ところが、万博開幕の約1か月前に開催された政府の万国博推進本部会議(1970.2.5)で、「表現がなまなましく悲惨すぎる」「人物写真を出すのは人権侵害だ」といった意見が出されたため変更を迫られ、最終的には赤や青の色彩が強調され、原爆写真の悲惨な内容がほかされた壁面に仕上げられた。
■万博/反博とは何だったのか
大阪万博には先鋭的な活動を繰り広げていたデザイナー、美術家、音楽家、建築家、映像作家が多数参加し、現代の芸術諸分野の壮大なる実験場ともいうべき様相を呈していた。万博会場には時代を先取りするかのように未来的なデザインのパビリオンが建てられ、その中では現代音楽が流れ、マルチスクリーンで映像が上映されるなど、情報化時代の到来を告げるかのように先端的なテクノロジーを使った実験的なディスプレイが行われた。当時、美術やデザイン関係の雑誌ではあいついで万博特集が組まれているが、なかには万博反対という立場(反博)をはっきりと表明する美術 関係者もいた。

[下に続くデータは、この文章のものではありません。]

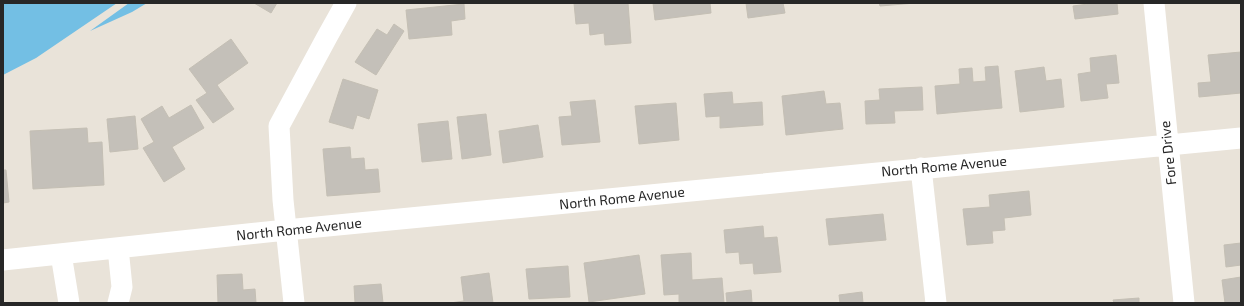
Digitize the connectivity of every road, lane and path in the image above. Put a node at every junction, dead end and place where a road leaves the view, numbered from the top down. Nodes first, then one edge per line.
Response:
1 (346, 3) edge
2 (1154, 3) edge
3 (1241, 138) edge
4 (1168, 146) junction
5 (921, 168) junction
6 (286, 230) junction
7 (118, 248) junction
8 (61, 254) junction
9 (3, 260) edge
10 (69, 303) edge
11 (118, 303) edge
12 (294, 303) edge
13 (936, 303) edge
14 (1184, 303) edge

1 - 6 street
2 - 4 street, Fore Drive
3 - 4 street, North Rome Avenue
4 - 5 street, North Rome Avenue
4 - 14 street, Fore Drive
5 - 6 street, North Rome Avenue
5 - 13 street
6 - 7 street, North Rome Avenue
6 - 12 street
7 - 8 street, North Rome Avenue
7 - 11 street
8 - 9 street, North Rome Avenue
8 - 10 street

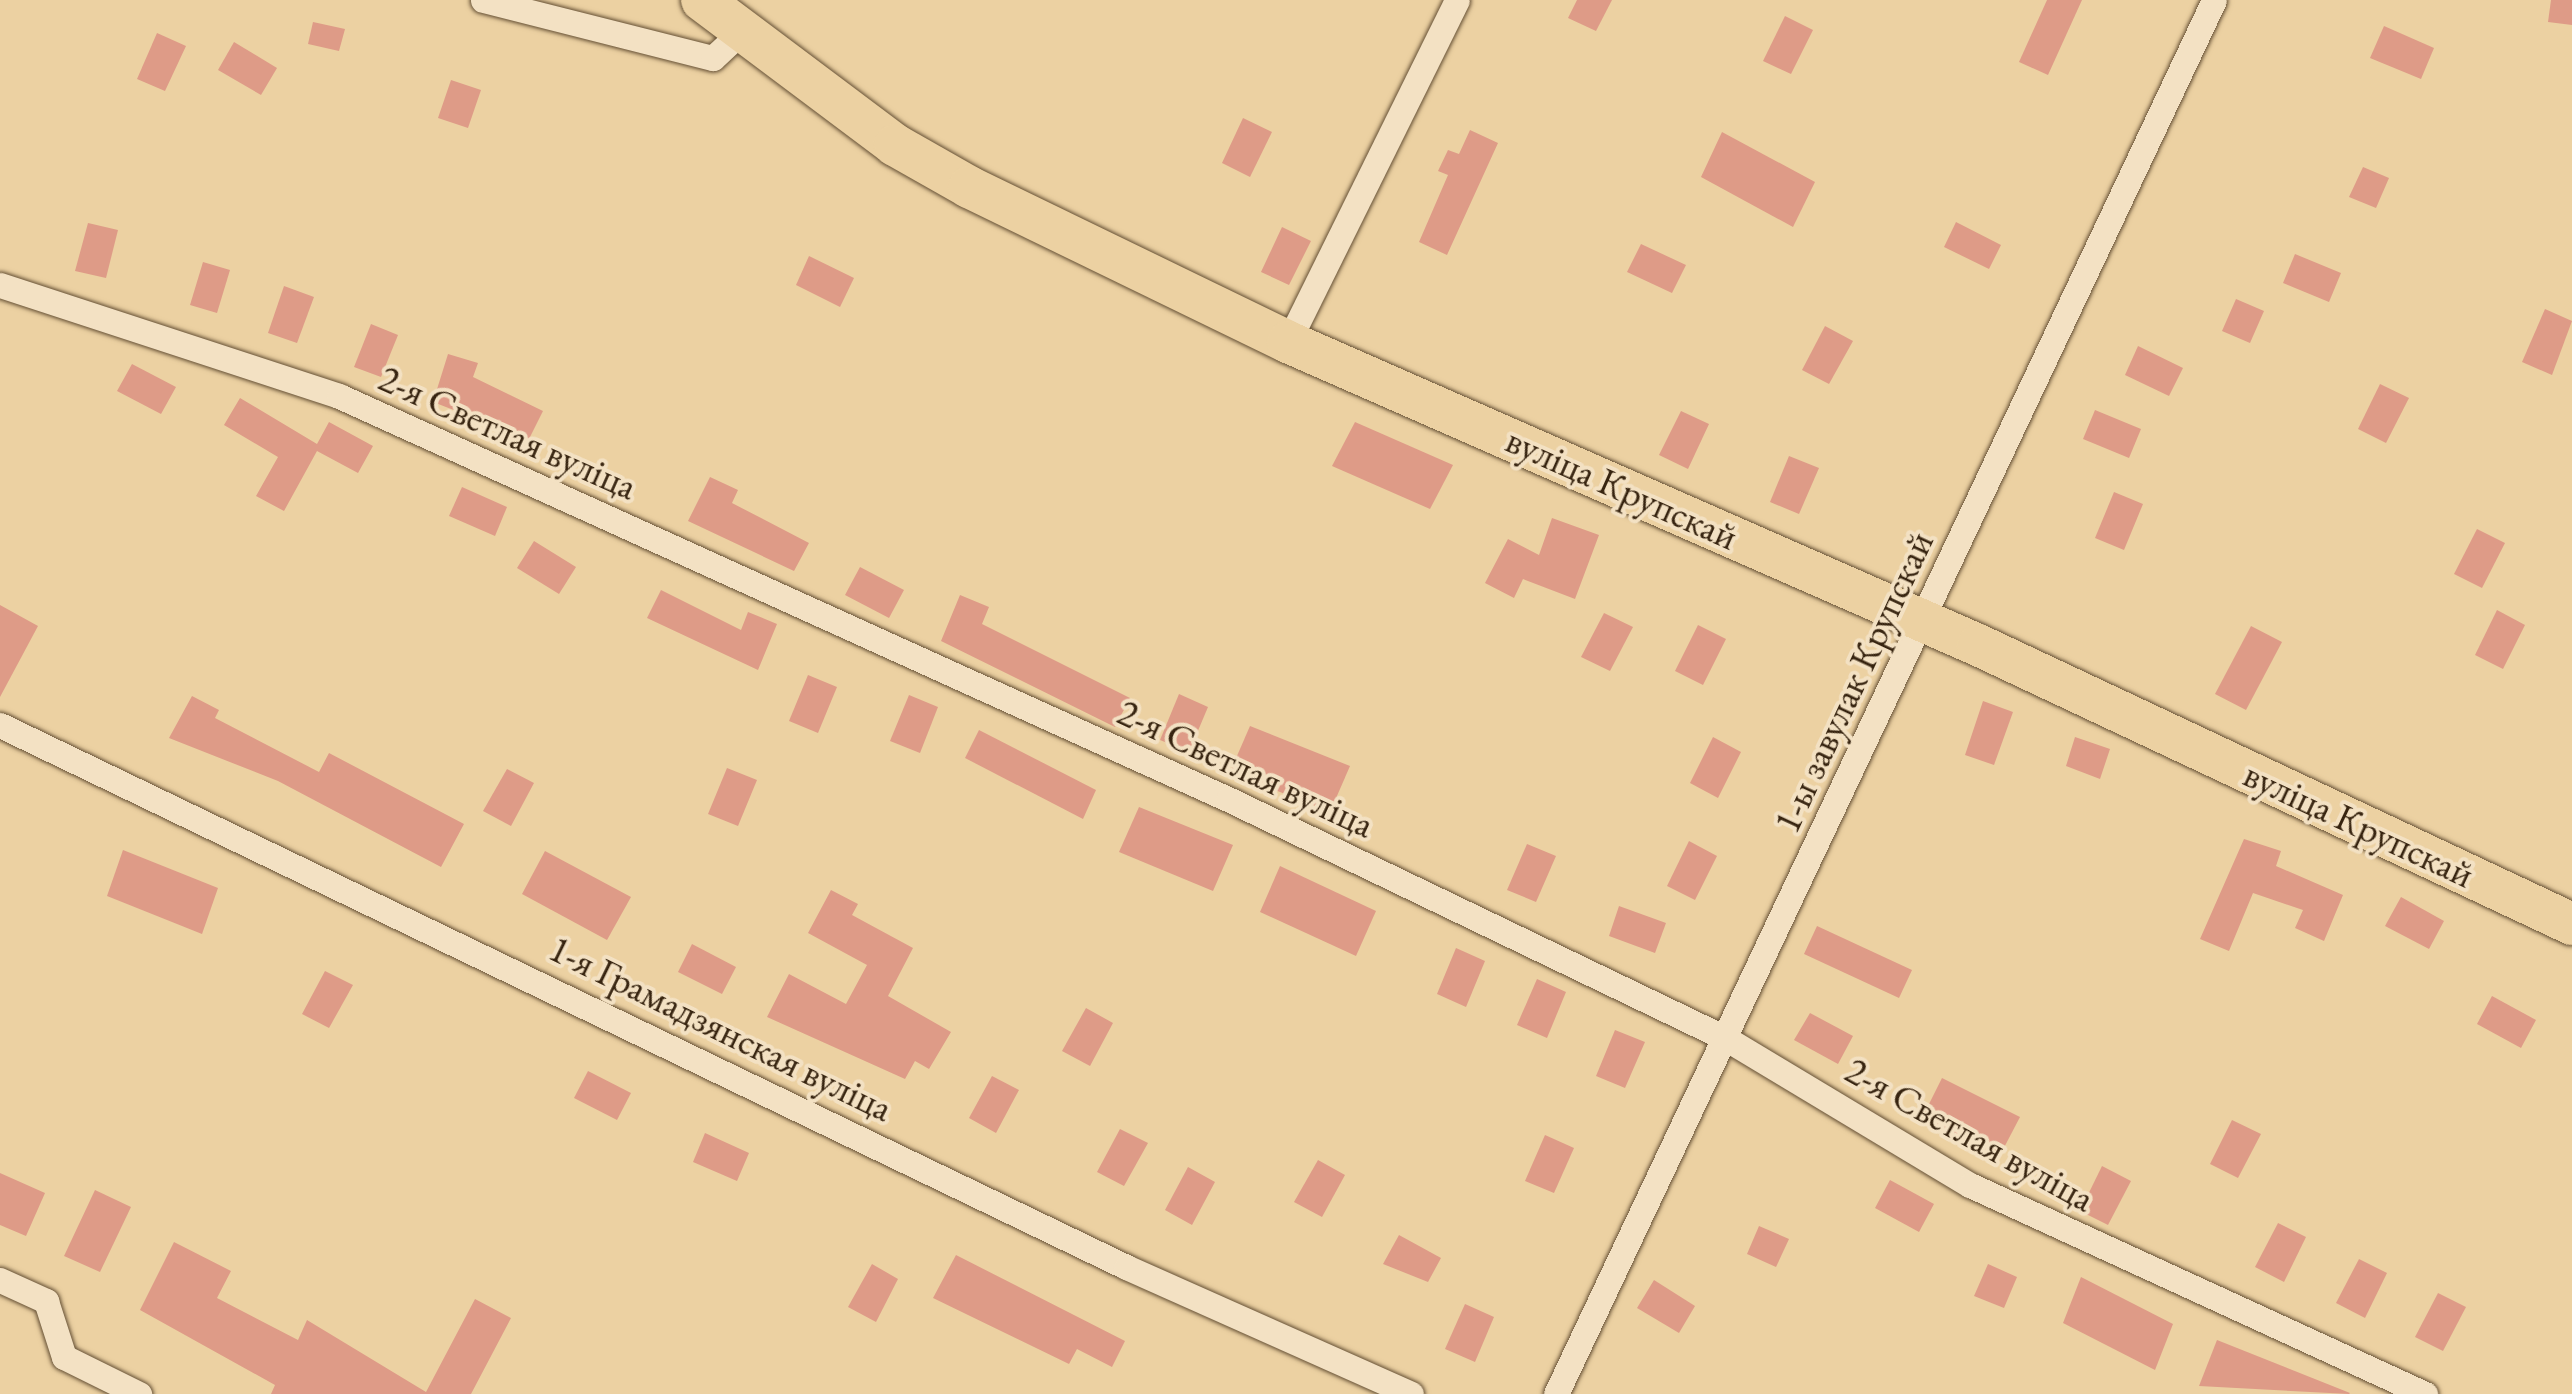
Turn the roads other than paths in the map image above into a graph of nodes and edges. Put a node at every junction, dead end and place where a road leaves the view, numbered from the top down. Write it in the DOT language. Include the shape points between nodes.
graph roads {
  1 [pos="482,0"];
  2 [pos="702,0"];
  3 [pos="1457,0"];
  4 [pos="2214,0"];
  5 [pos="741,32"];
  6 [pos="0,285"];
  7 [pos="1288,342"];
  8 [pos="1927,622"];
  9 [pos="0,725"];
  10 [pos="2572,924"];
  11 [pos="1725,1038"];
  12 [pos="0,1280"];
  13 [pos="139,1394"];
  14 [pos="1411,1394"];
  15 [pos="1556,1394"];
  16 [pos="2425,1394"];
  1 -- 5 [label="street" via="713,58"];
  2 -- 5 [label="main road, вуліца Крупскай"];
  3 -- 7 [label="street"];
  4 -- 8 [label="street, 1-ы завулак Крупскай"];
  5 -- 7 [label="main road, вуліца Крупскай" via="969,188"];
  6 -- 11 [label="street, 2-я Светлая вуліца" via="339,396 1228,798"];
  7 -- 8 [label="main road, вуліца Крупскай"];
  8 -- 10 [label="main road, вуліца Крупскай"];
  8 -- 11 [label="street, 1-ы завулак Крупскай"];
  9 -- 14 [label="street, 1-я Грамадзянская вуліца" via="1126,1267"];
  11 -- 15 [label="street, 1-ы завулак Крупскай"];
  11 -- 16 [label="street, 2-я Светлая вуліца" via="1970,1185"];
  12 -- 13 [label="street" via="46,1301 64,1357"];
}
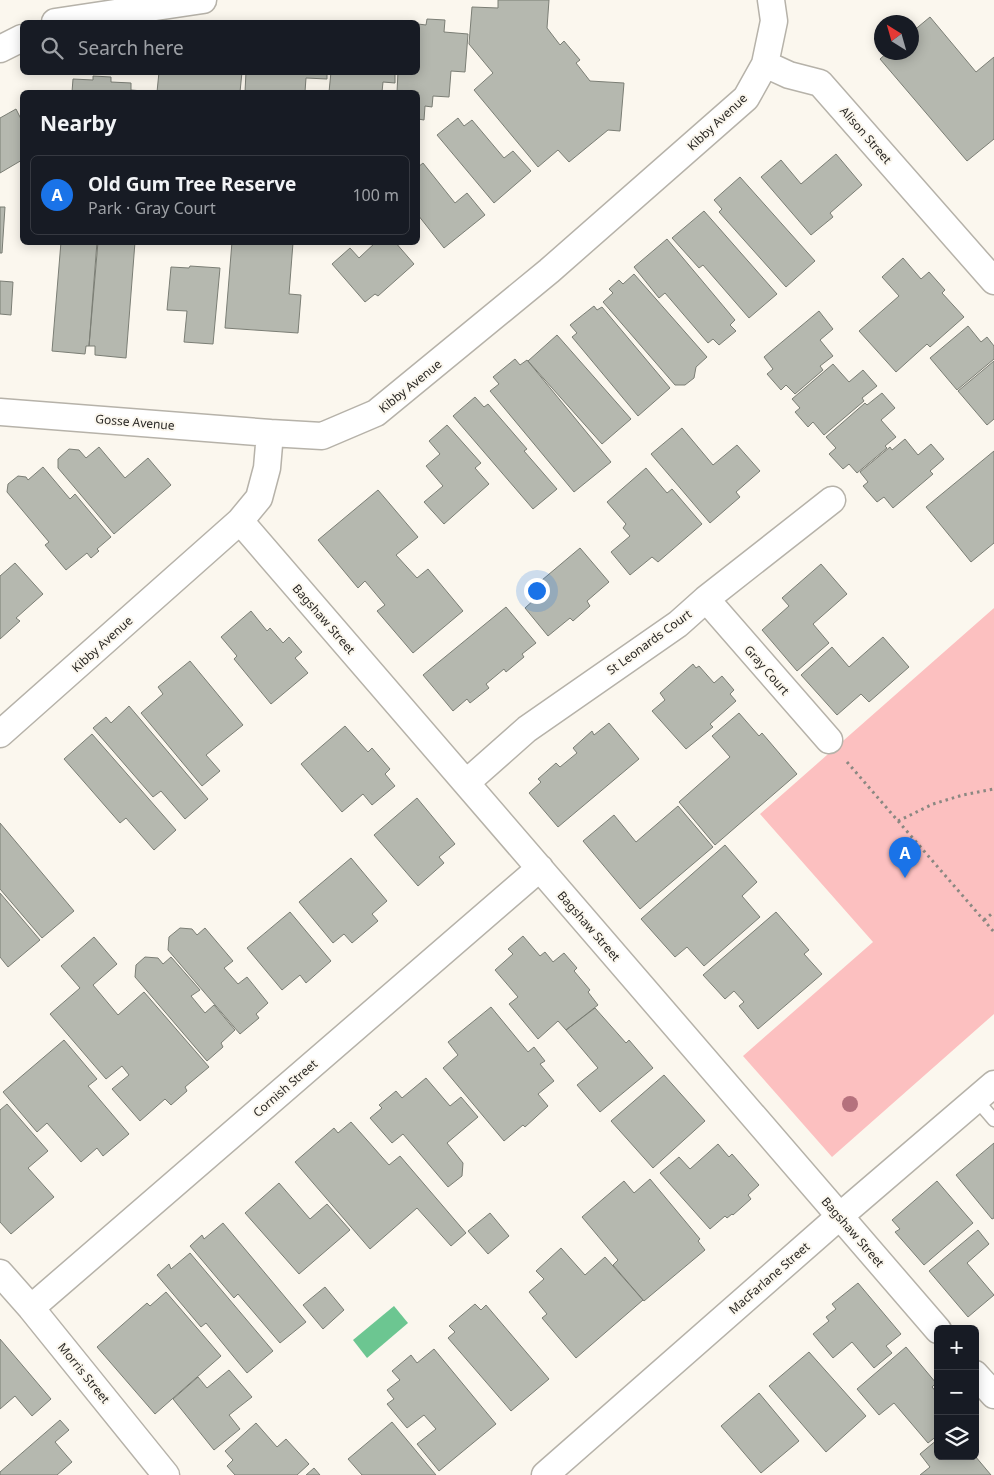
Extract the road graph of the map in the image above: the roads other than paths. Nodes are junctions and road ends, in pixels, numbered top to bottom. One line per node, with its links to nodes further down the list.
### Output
1 (203, 0): 3 (street)
2 (771, 0): 6 (street)
3 (68, 20)
4 (20, 39): 5 (street)
5 (0, 49)
6 (765, 64): 7 (street, Alison Street); 9 (street, Kibby Avenue)
7 (994, 281)
8 (0, 412): 9 (street, Gosse Avenue)
9 (270, 433): 11 (street, Kibby Avenue)
10 (832, 500): 12 (street, St Leonards Court)
11 (240, 521): 13 (street, Kibby Avenue); 15 (street, Bagshaw Street)
12 (706, 599): 14 (street, Gray Court); 15 (street, St Leonards Court)
13 (0, 734)
14 (829, 740)
15 (466, 783): 16 (street, Bagshaw Street)
16 (540, 868): 19 (street, Bagshaw Street); 21 (street, Cornish Street)
17 (985, 1091): 18 (lane); 19 (street, MacFarlane Street)
18 (994, 1120)
19 (840, 1216): 22 (street, Bagshaw Street); 26 (street, MacFarlane Street)
20 (0, 1273): 21 (street, Morris Street)
21 (31, 1308): 25 (street, Morris Street)
22 (934, 1325)
23 (979, 1378): 24 (street)
24 (994, 1395)
25 (166, 1475)
26 (545, 1475)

例えば、美術評論家の針生一郎は大阪万博を、国家プロジェクトヘの総動員体制、安保反対闘争の矛先をそらし情報革命のスローガンのもとに芸術と産業の一体化をはかるものなどと批判した。そうした状況の中でデザイナーは建築家や美術家たちと協力しながら、ときには摩擦にさらされながらも、万博だからこそ実現可能となったスケールの大きな仕事に取り組み、あるいは、先端的な情報技術を使った展示プランを構想し、デザイナーの仕事の領域を広げていった。